IsraaD

I am sorry too

Am I too much or not enough?

I just wanted to make you happy.

People lose interest in people like me,

I stepped far from shore then got lost at sea.

 

I just wish I knew when

I became too hard to keep.

I just want to be okay again.

I just want to go to sleep.

 

I felt and still feel

this void deep in my heart

I can’t lie, I gave up.

Apathy makes better art.

 

But know that it was not your fault,

I let myself too close.

I just always end up caring more

now I ramble in morose.

 

But there is a problem in this air that I know is not mine.

I see your eyes glazed over as you tell them that you’re fine.

And that, darling, breaks my heart more than anything.

Because I still want you to sing.

I still want you to sing.

 

It’s just that when I see you all the time, I know you\'re better without me

I don’t think you a monster- and you will never be.

You should not feel bad for something that you feel.

It’s okay. I cared more, I’ll wrap my heart and try to heal.

 

I am goddamn selfish to say it hurts to see you smile

although I cannot lie and say that it’s not true.

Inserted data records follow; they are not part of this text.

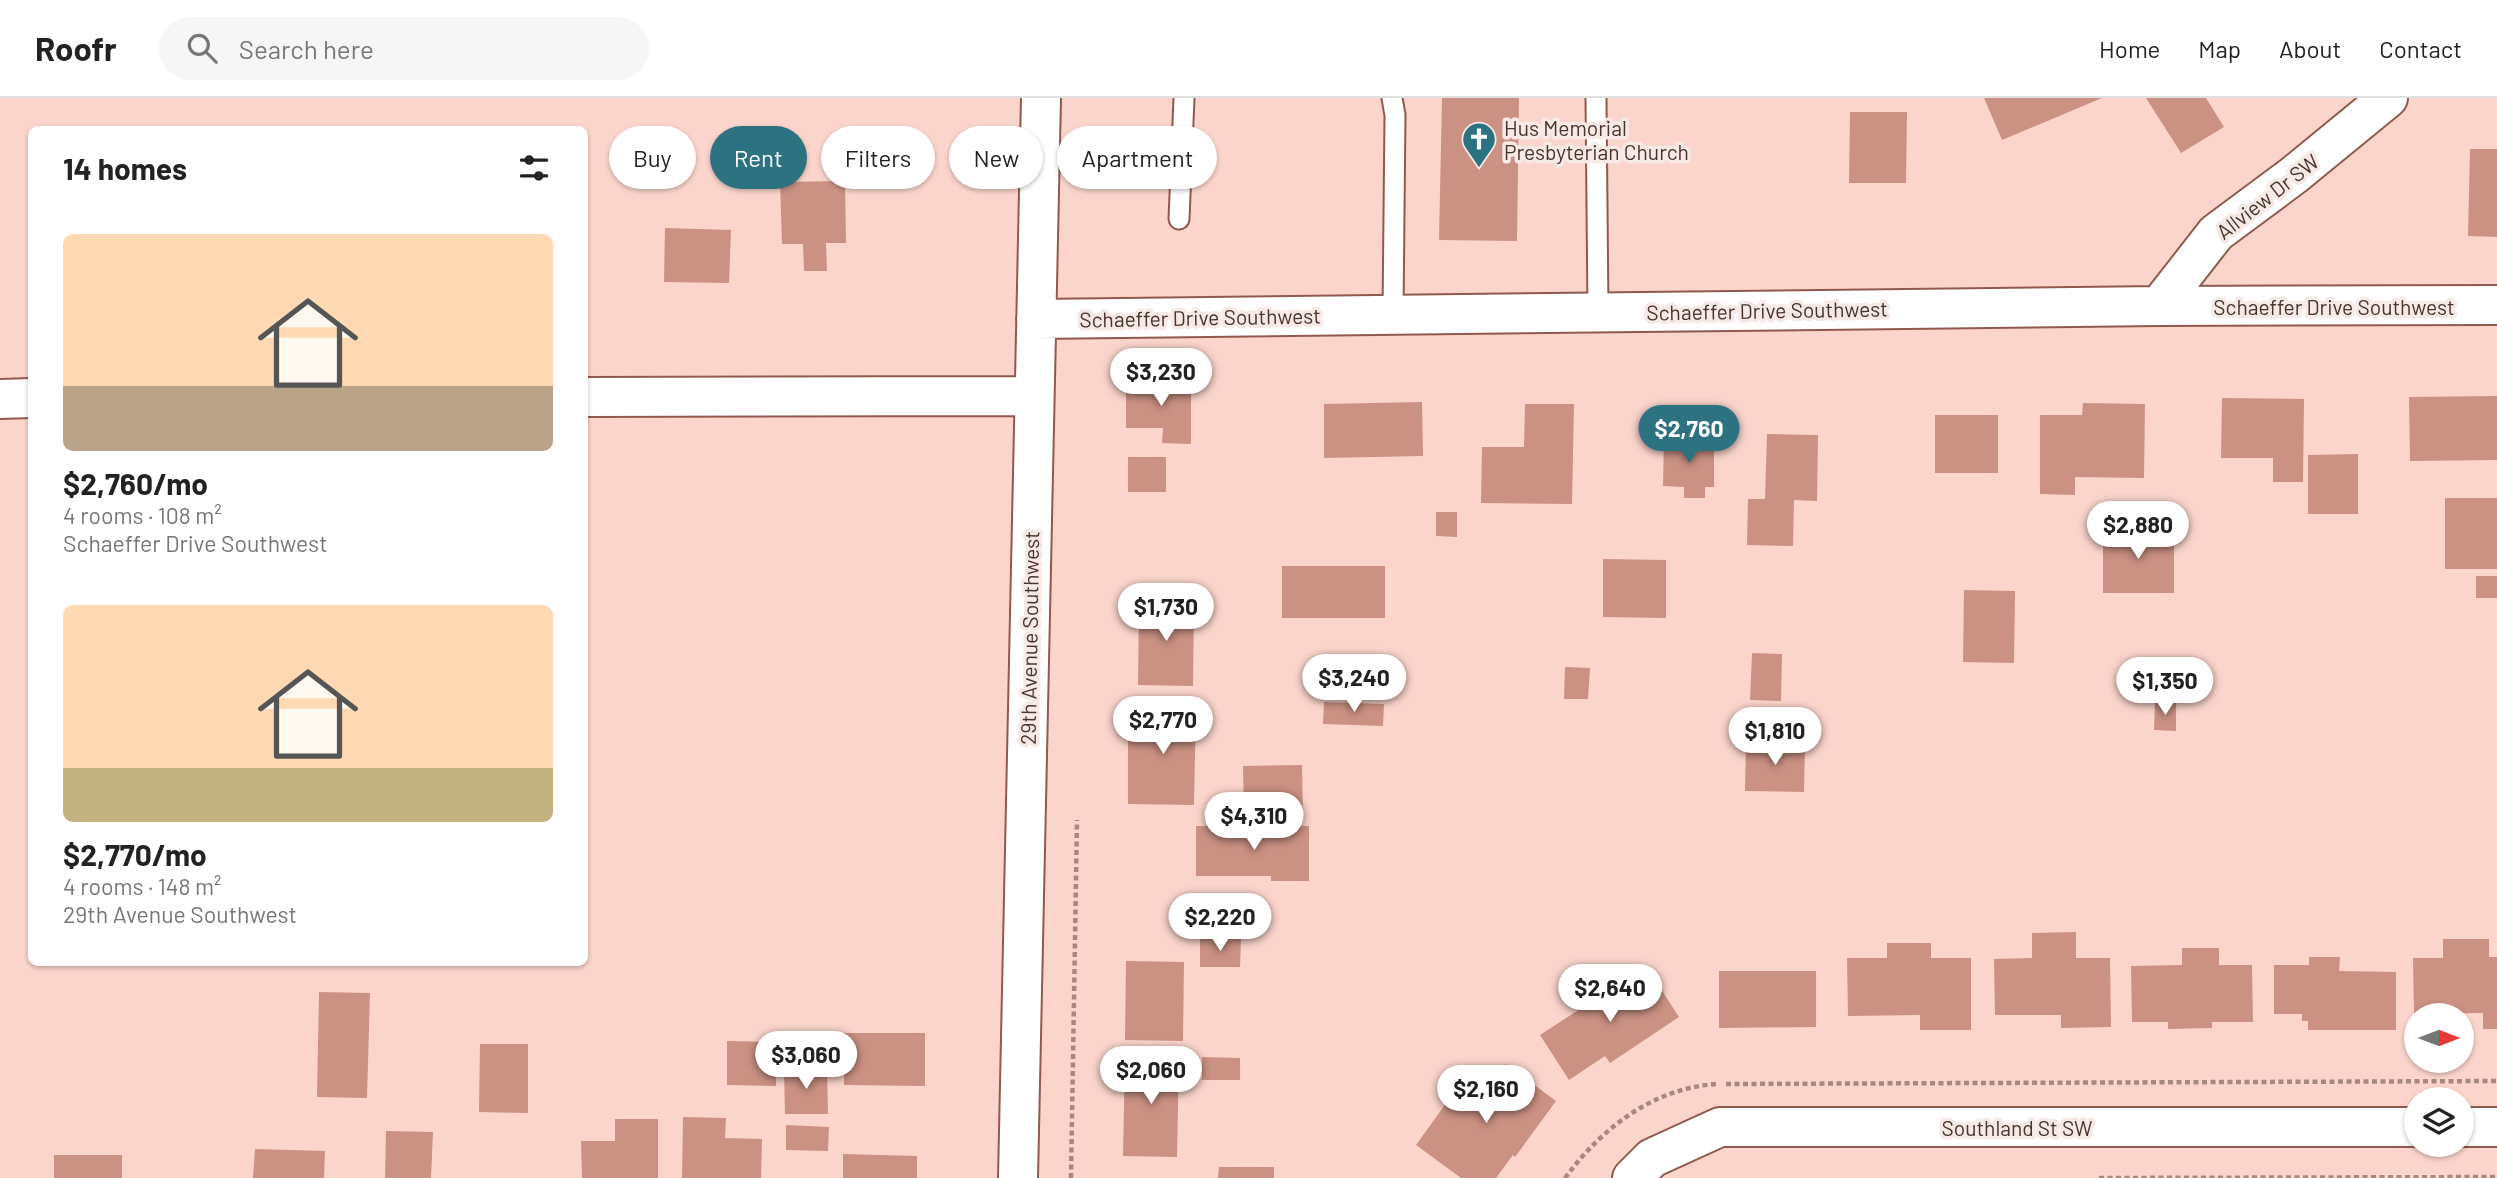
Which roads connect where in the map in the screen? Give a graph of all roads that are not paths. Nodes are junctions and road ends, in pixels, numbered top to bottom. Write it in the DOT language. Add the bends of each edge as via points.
graph roads {
  1 [pos="1041,98"];
  2 [pos="1184,98"];
  3 [pos="1392,98"];
  4 [pos="1596,98"];
  5 [pos="2388,98"];
  6 [pos="1179,219"];
  7 [pos="2497,305"];
  8 [pos="2159,306"];
  9 [pos="1598,312"];
  10 [pos="1393,314"];
  11 [pos="1036,319"];
  12 [pos="1034,396"];
  13 [pos="588,397"];
  14 [pos="28,398"];
  15 [pos="0,399"];
  16 [pos="2404,1127"];
  17 [pos="2474,1127"];
  18 [pos="2497,1127"];
  19 [pos="1018,1178"];
  20 [pos="1632,1178"];
  1 -- 11 [label="street, 29th Avenue Southwest"];
  2 -- 6 [label="lane"];
  3 -- 10 [label="lane"];
  4 -- 9 [label="lane"];
  5 -- 8 [label="street, Allview Dr SW" via="2216,233"];
  7 -- 8 [label="street, Schaeffer Drive Southwest"];
  8 -- 9 [label="street, Schaeffer Drive Southwest"];
  9 -- 10 [label="street, Schaeffer Drive Southwest"];
  10 -- 11 [label="street, Schaeffer Drive Southwest"];
  11 -- 12 [label="street, 29th Avenue Southwest"];
  12 -- 13 [label="street"];
  12 -- 19 [label="street, 29th Avenue Southwest"];
  14 -- 15 [label="street"];
  16 -- 20 [label="street, Southland St SW" via="1720,1127 1652,1158"];
  17 -- 18 [label="street"];
}
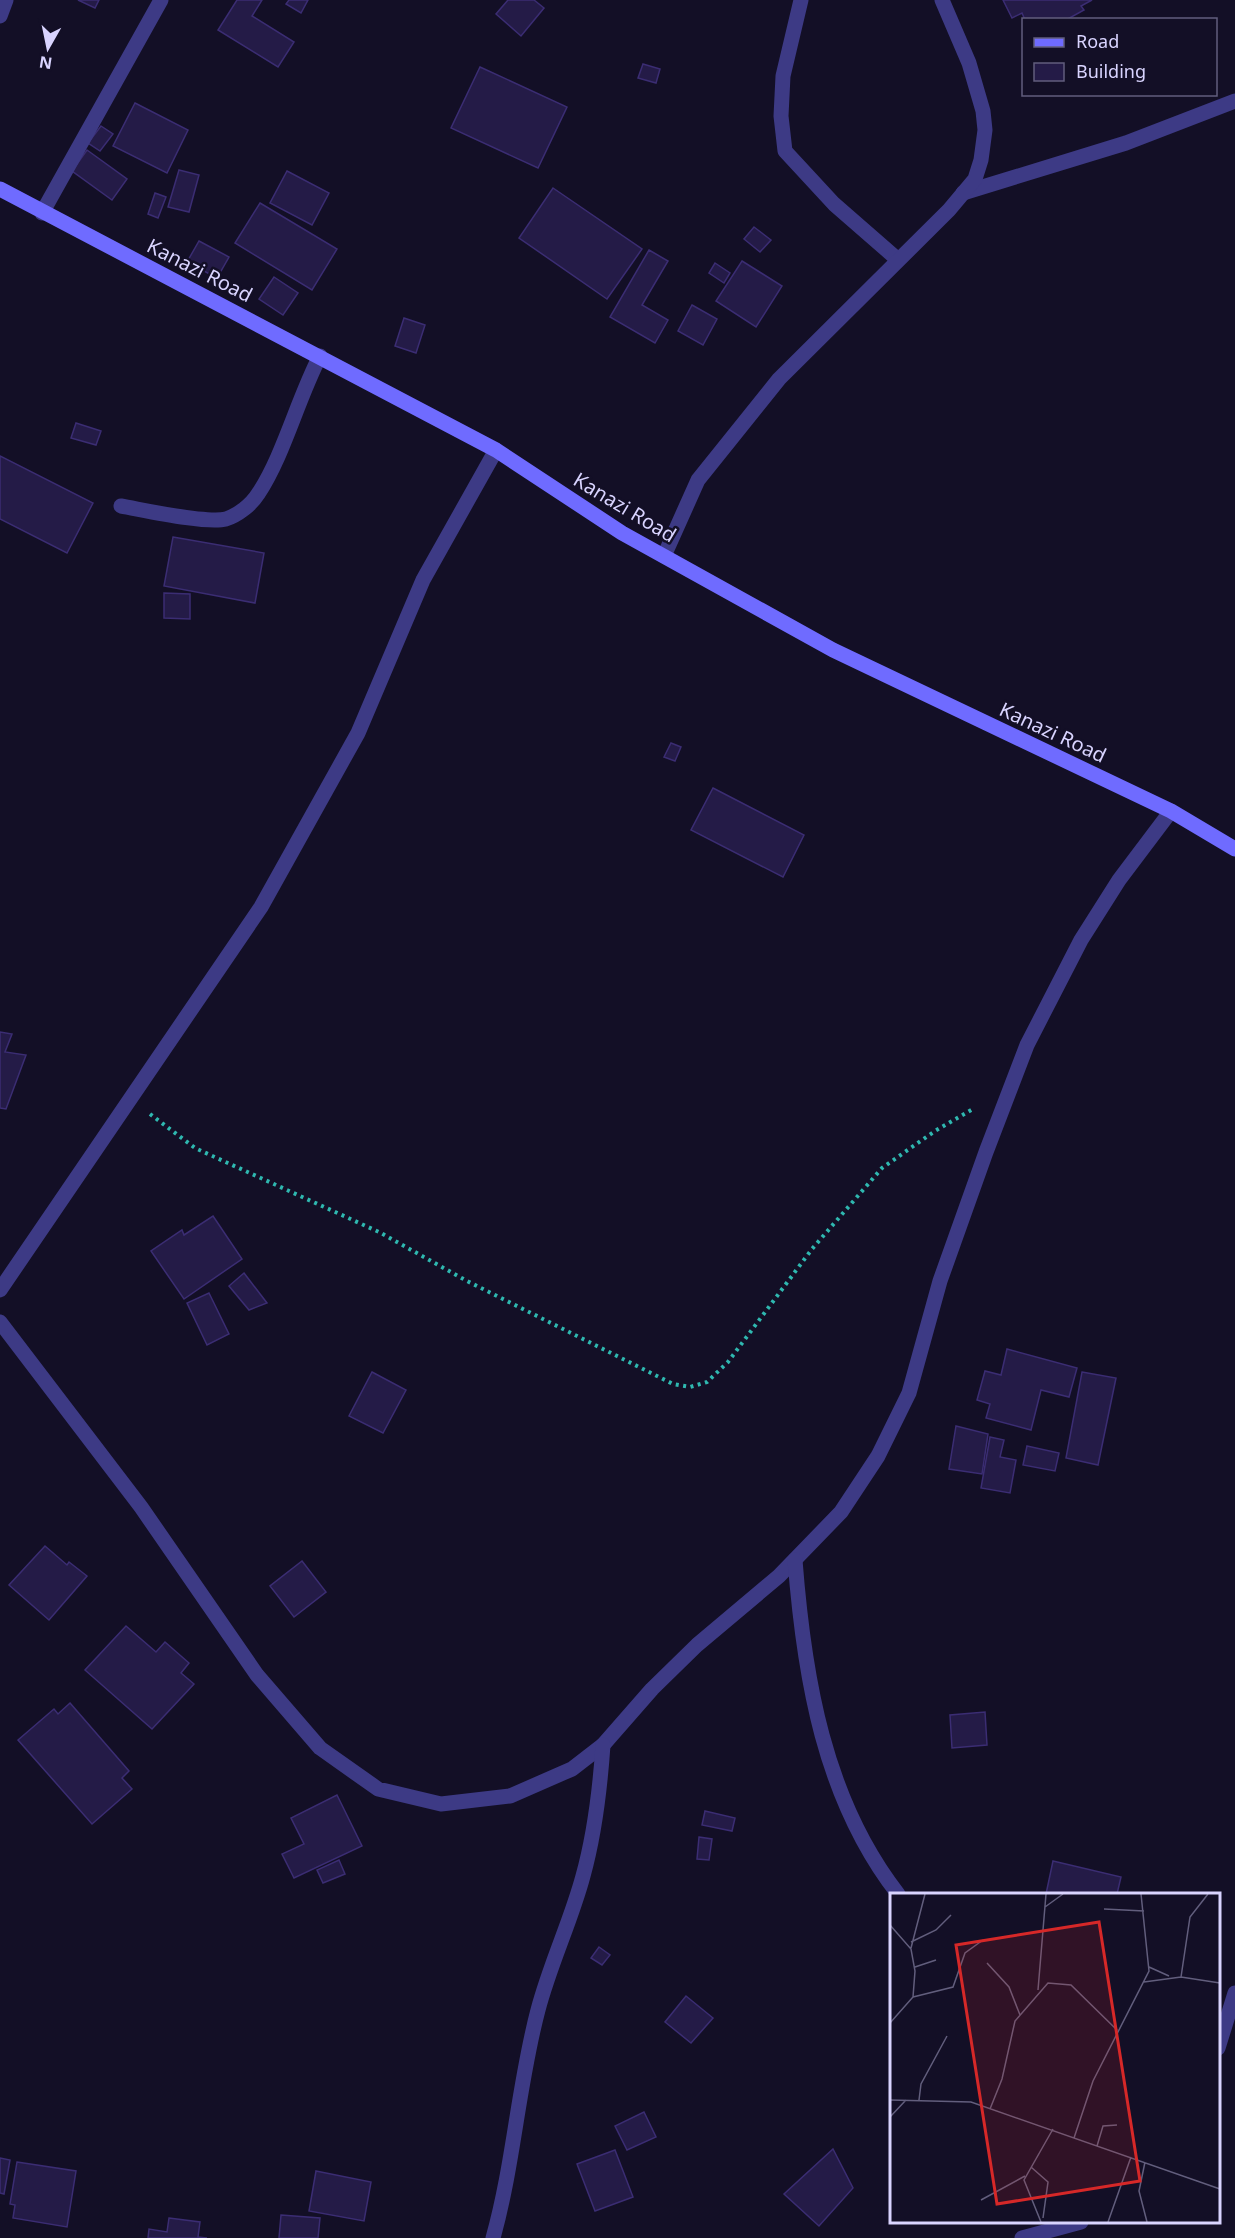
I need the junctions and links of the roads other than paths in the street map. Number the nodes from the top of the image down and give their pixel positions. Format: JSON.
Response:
{"nodes":[{"id":1,"x":6,"y":0,"type":"edge"},
{"id":2,"x":161,"y":0,"type":"edge"},
{"id":3,"x":801,"y":0,"type":"edge"},
{"id":4,"x":942,"y":0,"type":"edge"},
{"id":5,"x":0,"y":16,"type":"edge"},
{"id":6,"x":1235,"y":101,"type":"edge"},
{"id":7,"x":0,"y":189,"type":"edge"},
{"id":8,"x":963,"y":193,"type":"junction"},
{"id":9,"x":42,"y":213,"type":"junction"},
{"id":10,"x":897,"y":259,"type":"junction"},
{"id":11,"x":320,"y":356,"type":"junction"},
{"id":12,"x":496,"y":450,"type":"junction"},
{"id":13,"x":121,"y":506,"type":"dead end"},
{"id":14,"x":664,"y":556,"type":"junction"},
{"id":15,"x":1171,"y":811,"type":"junction"},
{"id":16,"x":1235,"y":849,"type":"edge"},
{"id":17,"x":0,"y":1290,"type":"edge"},
{"id":18,"x":0,"y":1322,"type":"edge"},
{"id":19,"x":795,"y":1560,"type":"junction"},
{"id":20,"x":603,"y":1745,"type":"junction"},
{"id":21,"x":897,"y":1893,"type":"edge"},
{"id":22,"x":1235,"y":1993,"type":"edge"},
{"id":23,"x":1220,"y":2042,"type":"edge"},
{"id":24,"x":1077,"y":2223,"type":"edge"},
{"id":25,"x":493,"y":2238,"type":"edge"},
{"id":26,"x":1022,"y":2238,"type":"edge"}],
"edges":[{"from":1,"to":5,"type":"street"},
{"from":2,"to":9,"type":"street"},
{"from":3,"to":10,"type":"street"},
{"from":4,"to":8,"type":"street"},
{"from":6,"to":8,"type":"street"},
{"from":7,"to":9,"type":"main road","name":"Kanazi Road"},
{"from":8,"to":10,"type":"street"},
{"from":9,"to":11,"type":"main road","name":"Kanazi Road"},
{"from":10,"to":14,"type":"street"},
{"from":11,"to":12,"type":"main road","name":"Kanazi Road"},
{"from":11,"to":13,"type":"street"},
{"from":12,"to":14,"type":"main road","name":"Kanazi Road"},
{"from":12,"to":17,"type":"street"},
{"from":14,"to":15,"type":"main road","name":"Kanazi Road"},
{"from":15,"to":16,"type":"main road","name":"Kanazi Road"},
{"from":15,"to":19,"type":"street"},
{"from":18,"to":20,"type":"street"},
{"from":19,"to":20,"type":"street"},
{"from":19,"to":21,"type":"street"},
{"from":20,"to":25,"type":"street"},
{"from":22,"to":23,"type":"street"},
{"from":24,"to":26,"type":"street"}]}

I know you for an angel and your veins are far from vile

And when I tell you to be happy, it’s all I want from you.

 

(Surely-to see you okay is such a bitter sweet

But, my dear, I would burn in fire just for you to warm your feet

I would throw a blade directly to my chest

Just so I can’t write poetry and you could get some rest.)

 

I’m sorry for the guilt

I know I made you feel.

My words, they make things worse and

Don’t help either of us heal.

 

So please do not feel bad for the things that you have done.

Do not live in guilt. Your life has just begun.

I would throw a blade directly to my chest

Just so I can’t write poetry and you could get some rest.

...

Now please go get some rest.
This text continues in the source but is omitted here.